Print the records below exactly, and do not carry over any picture.

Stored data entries
== Segment start ==
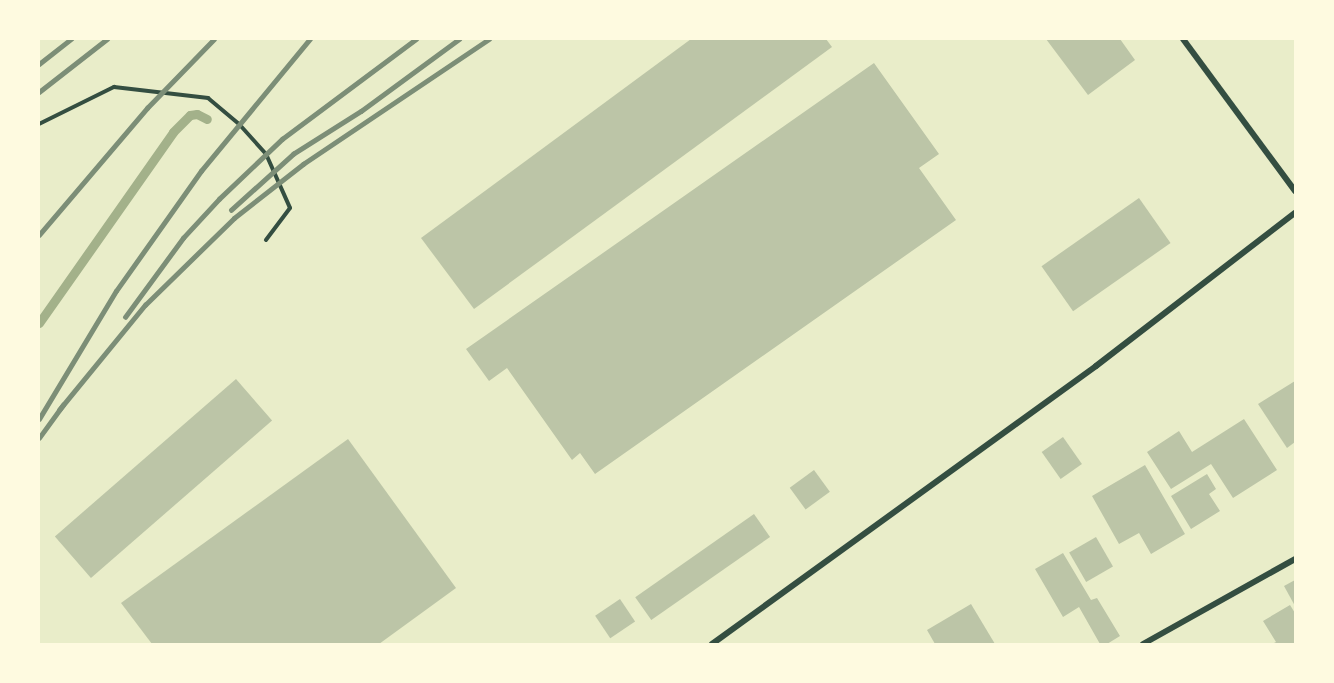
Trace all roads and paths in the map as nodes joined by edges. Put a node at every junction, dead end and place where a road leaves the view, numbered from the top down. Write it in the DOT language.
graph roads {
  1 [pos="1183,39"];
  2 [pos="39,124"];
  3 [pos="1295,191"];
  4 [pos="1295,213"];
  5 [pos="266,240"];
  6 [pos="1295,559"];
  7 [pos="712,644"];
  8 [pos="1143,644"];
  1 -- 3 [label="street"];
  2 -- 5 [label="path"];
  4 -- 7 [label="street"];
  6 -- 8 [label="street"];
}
== Segment end ==
> TASK RESPONSE:
Trace all roads and paths in the map as nodes joined by edges. Put a node at every junction, dead end and place where a road leaves the view, numbered from the top down. Write it in the DOT language.
graph roads {
  1 [pos="1183,39"];
  2 [pos="39,124"];
  3 [pos="1295,191"];
  4 [pos="1295,213"];
  5 [pos="266,240"];
  6 [pos="1295,559"];
  7 [pos="712,644"];
  8 [pos="1143,644"];
  1 -- 3 [label="street"];
  2 -- 5 [label="path"];
  4 -- 7 [label="street"];
  6 -- 8 [label="street"];
}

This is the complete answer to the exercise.